No Expense Spared to Do the Wrong Thing.

by Pitt Griffin on June 19, 2017 · 0 comments

in Government, Healthcare, Military

Attorney General, Jeff Sessions, took time off from his busy schedule of not remembering things about his Russian contacts to announce he was relaunching the War on Drugs. How appropriate. Who else would know better than a retrogressive Southerner about fighting a pointless war?

The War on Drugs was first announced in 1970 with the idea that you could arrest your away out of drug abuse. At the time the proponents of the ‘addiction is a crime’ strategy could argue there was no evidence it wouldn’t work. But 47 years later, drug use is still prevalent, and deaths from opioids are spiking. And you might wonder why.

Then you remember Prohibition – unless you are Jeff Sessions.

But is an inability to learn from history the only reason conservatives love to spend so much money for so little result? Of course not. Let’s ask, who benefits? The criminal justice industry of course. How many law enforcement, court, and corrections personnel owe their living to the ‘tough on drugs’ malarky?

Liberals point the finger at the private prison business. Sure, why not? They certainly have thrown cash at willing lawmakers. But the army of public employees whose paychecks are dependent on criminalizing drugs represents a sizable voter base. Liberal politicians pay attention as well.

The strategy against crime at large is more of the same. The justice system is void of anything that encourages or enables convicts to become productive citizens. Education, job training, and mental health care for prisoners have vanished. This austerity may appease those who believe that felons shouldn’t be molly-coddled. And there are indeed some quick savings. But in the long term, the state is guaranteeing itself increasing incarceration costs as recidivism rates balloon.

The expense of this nihilistic strategy has become so evident that some fiscal conservatives, even those whose instinct is to punish, are demanding a new approach.

Which brings us to the government’s largest discretionary federal expenditure – defense. Military budgets are not the product of a rigorous analysis based on need. They are the aggregate of all the Christmas lists of Congresspeople depositing lobbyists’ checks while running a government-subsidized jobs program in their districts.

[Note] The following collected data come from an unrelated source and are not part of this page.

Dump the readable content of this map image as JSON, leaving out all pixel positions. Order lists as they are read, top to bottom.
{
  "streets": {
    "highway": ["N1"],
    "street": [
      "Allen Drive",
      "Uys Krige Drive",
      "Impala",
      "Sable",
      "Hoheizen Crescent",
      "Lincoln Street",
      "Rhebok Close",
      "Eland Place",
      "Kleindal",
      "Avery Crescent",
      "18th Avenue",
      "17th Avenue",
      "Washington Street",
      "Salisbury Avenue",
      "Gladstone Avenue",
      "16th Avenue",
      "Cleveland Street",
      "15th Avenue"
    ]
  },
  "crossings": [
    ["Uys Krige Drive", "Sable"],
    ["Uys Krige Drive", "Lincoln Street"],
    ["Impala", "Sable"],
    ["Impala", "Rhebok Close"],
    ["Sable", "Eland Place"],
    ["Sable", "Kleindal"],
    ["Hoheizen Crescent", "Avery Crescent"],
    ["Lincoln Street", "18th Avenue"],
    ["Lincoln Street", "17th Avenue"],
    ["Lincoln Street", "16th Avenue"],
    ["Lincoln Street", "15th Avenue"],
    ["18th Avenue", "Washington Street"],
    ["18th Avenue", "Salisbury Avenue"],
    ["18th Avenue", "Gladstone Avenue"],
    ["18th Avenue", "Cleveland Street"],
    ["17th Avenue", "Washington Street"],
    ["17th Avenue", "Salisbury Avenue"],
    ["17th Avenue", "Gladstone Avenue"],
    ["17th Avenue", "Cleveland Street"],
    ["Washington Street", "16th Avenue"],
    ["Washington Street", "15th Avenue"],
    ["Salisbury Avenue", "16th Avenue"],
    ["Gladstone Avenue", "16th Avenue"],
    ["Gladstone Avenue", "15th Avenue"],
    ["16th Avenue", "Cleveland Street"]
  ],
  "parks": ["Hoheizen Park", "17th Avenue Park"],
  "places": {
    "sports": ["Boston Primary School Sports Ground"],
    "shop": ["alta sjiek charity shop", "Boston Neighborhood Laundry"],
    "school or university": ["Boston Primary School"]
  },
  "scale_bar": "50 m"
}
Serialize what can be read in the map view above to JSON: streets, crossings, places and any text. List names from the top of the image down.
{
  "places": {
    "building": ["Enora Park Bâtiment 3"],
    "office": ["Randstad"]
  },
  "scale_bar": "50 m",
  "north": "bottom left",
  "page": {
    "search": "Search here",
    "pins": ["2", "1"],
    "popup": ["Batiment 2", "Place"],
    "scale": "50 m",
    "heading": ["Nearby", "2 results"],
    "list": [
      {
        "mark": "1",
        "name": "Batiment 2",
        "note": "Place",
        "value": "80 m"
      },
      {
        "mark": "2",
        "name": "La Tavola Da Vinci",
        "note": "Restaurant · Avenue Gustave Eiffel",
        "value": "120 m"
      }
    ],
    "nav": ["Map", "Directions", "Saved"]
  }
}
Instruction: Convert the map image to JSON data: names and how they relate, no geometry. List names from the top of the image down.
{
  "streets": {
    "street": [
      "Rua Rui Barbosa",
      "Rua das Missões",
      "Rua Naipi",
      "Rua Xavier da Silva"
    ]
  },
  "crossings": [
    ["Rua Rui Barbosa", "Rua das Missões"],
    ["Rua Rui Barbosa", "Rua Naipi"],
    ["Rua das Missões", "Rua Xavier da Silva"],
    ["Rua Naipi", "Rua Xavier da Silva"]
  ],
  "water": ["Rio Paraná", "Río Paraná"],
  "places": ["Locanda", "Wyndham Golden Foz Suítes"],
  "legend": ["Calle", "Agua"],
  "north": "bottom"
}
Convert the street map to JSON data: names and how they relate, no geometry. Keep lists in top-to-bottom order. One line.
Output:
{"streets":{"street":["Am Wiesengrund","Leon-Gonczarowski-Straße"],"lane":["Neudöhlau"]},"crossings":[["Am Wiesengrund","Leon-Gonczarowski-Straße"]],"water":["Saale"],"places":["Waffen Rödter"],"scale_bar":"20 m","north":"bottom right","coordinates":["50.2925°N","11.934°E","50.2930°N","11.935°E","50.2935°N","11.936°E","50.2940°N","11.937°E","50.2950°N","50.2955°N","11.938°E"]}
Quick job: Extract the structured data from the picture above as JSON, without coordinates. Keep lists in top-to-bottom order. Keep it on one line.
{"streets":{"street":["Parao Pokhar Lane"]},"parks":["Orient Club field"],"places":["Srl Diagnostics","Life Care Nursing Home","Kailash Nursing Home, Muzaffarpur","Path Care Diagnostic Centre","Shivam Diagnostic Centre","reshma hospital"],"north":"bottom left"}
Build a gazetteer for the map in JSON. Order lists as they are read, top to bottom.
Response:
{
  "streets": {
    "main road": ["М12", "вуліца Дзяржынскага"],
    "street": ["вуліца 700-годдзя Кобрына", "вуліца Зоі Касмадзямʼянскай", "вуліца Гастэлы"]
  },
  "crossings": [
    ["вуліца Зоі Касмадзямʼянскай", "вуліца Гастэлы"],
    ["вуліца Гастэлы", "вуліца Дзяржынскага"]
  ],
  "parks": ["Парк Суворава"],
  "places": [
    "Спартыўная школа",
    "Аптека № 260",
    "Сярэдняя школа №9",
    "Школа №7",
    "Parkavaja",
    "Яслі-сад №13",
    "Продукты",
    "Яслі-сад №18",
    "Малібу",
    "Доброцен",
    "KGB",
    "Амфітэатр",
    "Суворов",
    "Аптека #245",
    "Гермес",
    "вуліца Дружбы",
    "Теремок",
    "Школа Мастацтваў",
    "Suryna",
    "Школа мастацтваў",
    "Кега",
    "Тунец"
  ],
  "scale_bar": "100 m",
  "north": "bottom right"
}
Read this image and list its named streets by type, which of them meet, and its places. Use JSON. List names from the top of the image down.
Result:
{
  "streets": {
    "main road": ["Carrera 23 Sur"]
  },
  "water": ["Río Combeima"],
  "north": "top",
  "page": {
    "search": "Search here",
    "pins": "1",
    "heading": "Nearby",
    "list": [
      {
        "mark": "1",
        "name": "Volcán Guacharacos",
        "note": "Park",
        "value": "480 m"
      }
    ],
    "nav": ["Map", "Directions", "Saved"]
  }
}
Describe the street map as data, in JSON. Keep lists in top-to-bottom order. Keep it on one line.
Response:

Conservatives preach that free markets are the guarantors of efficiency and cost saving, but when it comes to defense, they make the Soviet command economy model their guide.

Public largesse also lards the nation’s war on terrorism. Conservatives shower billions on police departments of towns ISIS has never heard of. And even if they had, what would ISIS do? They can only dream of causing the rate of death and injury Americans so casually inflict on each other.

But wait, there’s more. Should Trump get his way – and in fairness, there are many conservatives who are opposed – he would spend billions on a pointless border wall. A thrice useless endeavor. It would fail to prevent drug running, to deter undocumented workers trudging north, or dent terrorism’s capabilities.

It should be named the Maginot Line 2.0.

And then there is the biggest boondoggle of them all – healthcare. Whatever happens under this administration, Americans will still pay more than any others for their average healthcare. We can see a perfectly good, cheaper model in Canada. But that doesn’t put money under the insurance companies’ mattresses – so we shan’t see that without lobbyists’ feelings getting hurt.

Conservatives believe that all which ails us could be cured with a stiff dose of muscular market competition. Sadly, there is no evidence to suggest there is any merit to their faith. It would be interesting to see what economic philosophy would arise if its formulation could be shielded from the rapacious demands of corporate cash.

But in the land of the free, politicians are chained to their policies by the bonds of campaign contributions – so we shall never know.